Task details:
From the records below, return every line containing the word "North".

◆ ◆ ◆ ◆ ◆ ◆ ◆

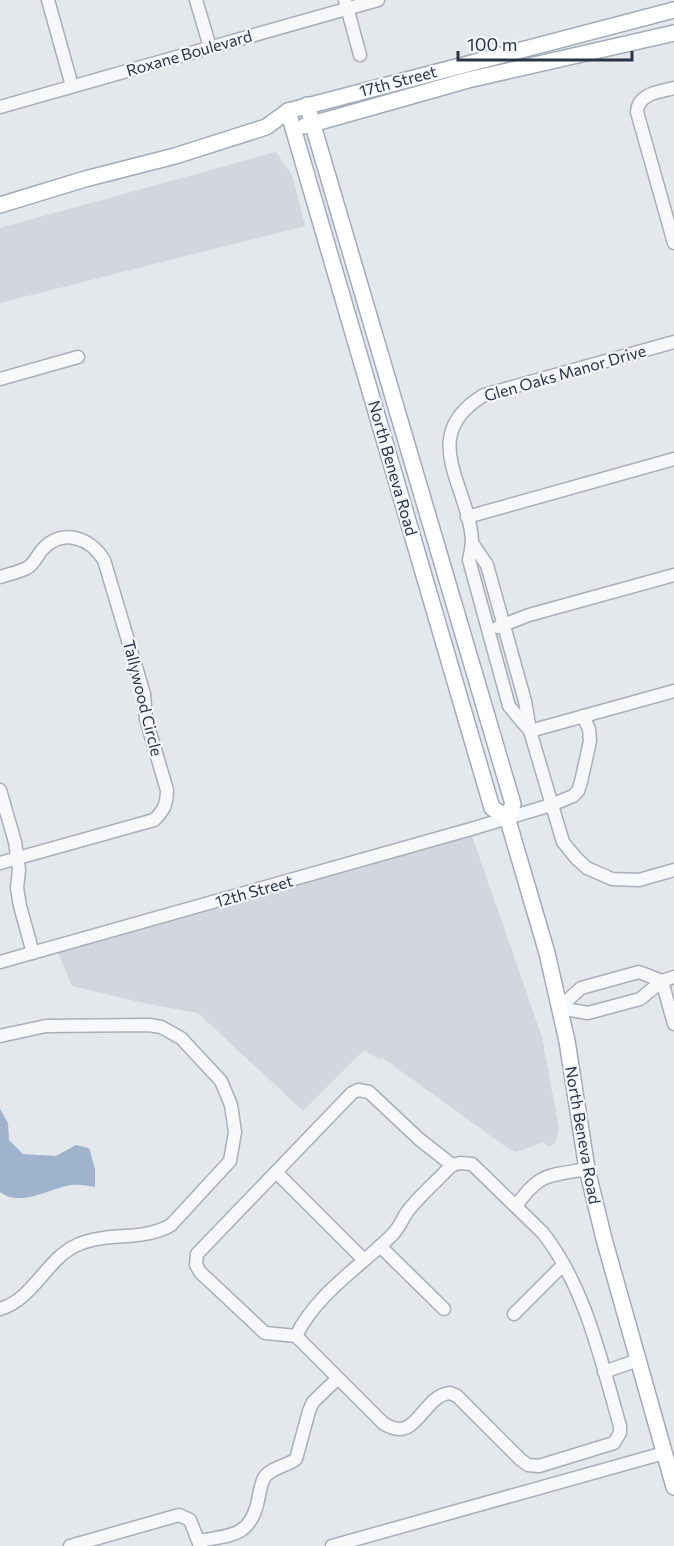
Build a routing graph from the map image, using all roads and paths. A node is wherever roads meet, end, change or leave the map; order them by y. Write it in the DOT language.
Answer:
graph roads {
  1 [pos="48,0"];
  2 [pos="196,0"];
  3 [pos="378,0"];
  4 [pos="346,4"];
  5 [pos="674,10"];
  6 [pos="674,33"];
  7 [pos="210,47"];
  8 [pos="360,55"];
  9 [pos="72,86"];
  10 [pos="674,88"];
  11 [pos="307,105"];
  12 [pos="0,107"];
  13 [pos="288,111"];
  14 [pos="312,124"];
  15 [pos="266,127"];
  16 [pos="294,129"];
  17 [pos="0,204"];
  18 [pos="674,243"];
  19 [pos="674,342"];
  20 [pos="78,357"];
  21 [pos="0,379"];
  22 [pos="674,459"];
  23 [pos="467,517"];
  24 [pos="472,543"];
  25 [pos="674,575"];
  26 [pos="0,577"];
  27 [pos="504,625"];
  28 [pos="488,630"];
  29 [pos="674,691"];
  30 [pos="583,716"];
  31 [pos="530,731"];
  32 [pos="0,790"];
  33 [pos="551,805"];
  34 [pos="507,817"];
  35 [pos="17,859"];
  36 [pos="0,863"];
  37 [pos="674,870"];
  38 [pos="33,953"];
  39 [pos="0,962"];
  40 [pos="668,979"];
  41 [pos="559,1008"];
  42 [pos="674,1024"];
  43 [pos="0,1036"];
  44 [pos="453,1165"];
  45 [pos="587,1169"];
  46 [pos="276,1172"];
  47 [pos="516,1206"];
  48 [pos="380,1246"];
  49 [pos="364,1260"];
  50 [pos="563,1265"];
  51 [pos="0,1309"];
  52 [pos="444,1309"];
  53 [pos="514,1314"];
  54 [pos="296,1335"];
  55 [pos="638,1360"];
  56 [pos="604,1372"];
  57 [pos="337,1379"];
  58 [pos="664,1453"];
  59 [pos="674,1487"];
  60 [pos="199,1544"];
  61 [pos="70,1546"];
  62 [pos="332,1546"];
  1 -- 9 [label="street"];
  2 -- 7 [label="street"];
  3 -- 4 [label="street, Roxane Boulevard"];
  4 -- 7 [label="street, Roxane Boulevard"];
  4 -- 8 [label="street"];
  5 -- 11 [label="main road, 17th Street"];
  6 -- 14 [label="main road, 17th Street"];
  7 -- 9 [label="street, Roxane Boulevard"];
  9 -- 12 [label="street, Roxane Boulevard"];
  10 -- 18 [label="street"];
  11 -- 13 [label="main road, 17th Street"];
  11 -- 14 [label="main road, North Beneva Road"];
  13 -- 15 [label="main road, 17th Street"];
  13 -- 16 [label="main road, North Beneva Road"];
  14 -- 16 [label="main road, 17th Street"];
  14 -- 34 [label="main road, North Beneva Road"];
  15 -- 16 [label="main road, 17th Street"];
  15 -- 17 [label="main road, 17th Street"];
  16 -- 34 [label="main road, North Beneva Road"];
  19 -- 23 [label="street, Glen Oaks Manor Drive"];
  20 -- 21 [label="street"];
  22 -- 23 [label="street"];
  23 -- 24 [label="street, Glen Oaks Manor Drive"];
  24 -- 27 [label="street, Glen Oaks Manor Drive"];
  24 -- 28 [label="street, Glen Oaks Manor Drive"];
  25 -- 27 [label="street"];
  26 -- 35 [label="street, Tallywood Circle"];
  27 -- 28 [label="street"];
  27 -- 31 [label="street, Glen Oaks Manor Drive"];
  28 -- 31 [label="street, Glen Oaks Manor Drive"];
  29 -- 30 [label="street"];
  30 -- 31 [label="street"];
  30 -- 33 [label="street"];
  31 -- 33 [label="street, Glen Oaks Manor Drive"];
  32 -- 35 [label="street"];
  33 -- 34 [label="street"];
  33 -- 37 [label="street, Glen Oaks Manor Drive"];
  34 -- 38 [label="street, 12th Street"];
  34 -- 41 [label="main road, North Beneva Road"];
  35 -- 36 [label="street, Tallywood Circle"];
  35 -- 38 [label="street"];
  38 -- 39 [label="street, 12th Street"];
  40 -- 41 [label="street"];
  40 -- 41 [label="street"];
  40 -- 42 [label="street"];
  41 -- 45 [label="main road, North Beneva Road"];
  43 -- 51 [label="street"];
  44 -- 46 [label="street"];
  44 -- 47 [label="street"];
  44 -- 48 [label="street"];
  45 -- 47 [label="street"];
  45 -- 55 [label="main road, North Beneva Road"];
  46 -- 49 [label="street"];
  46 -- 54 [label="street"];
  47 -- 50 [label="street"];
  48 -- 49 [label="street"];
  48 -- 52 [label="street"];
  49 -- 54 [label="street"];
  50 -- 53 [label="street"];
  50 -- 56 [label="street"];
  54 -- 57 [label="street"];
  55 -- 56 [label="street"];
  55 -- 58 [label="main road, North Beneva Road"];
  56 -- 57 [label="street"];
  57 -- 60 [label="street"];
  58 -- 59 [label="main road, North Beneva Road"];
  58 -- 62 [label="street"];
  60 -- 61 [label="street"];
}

◆ ◆ ◆ ◆ ◆ ◆ ◆

Task result:
  11 -- 14 [label="main road, North Beneva Road"];
  13 -- 16 [label="main road, North Beneva Road"];
  14 -- 34 [label="main road, North Beneva Road"];
  16 -- 34 [label="main road, North Beneva Road"];
  34 -- 41 [label="main road, North Beneva Road"];
  41 -- 45 [label="main road, North Beneva Road"];
  45 -- 55 [label="main road, North Beneva Road"];
  55 -- 58 [label="main road, North Beneva Road"];
  58 -- 59 [label="main road, North Beneva Road"];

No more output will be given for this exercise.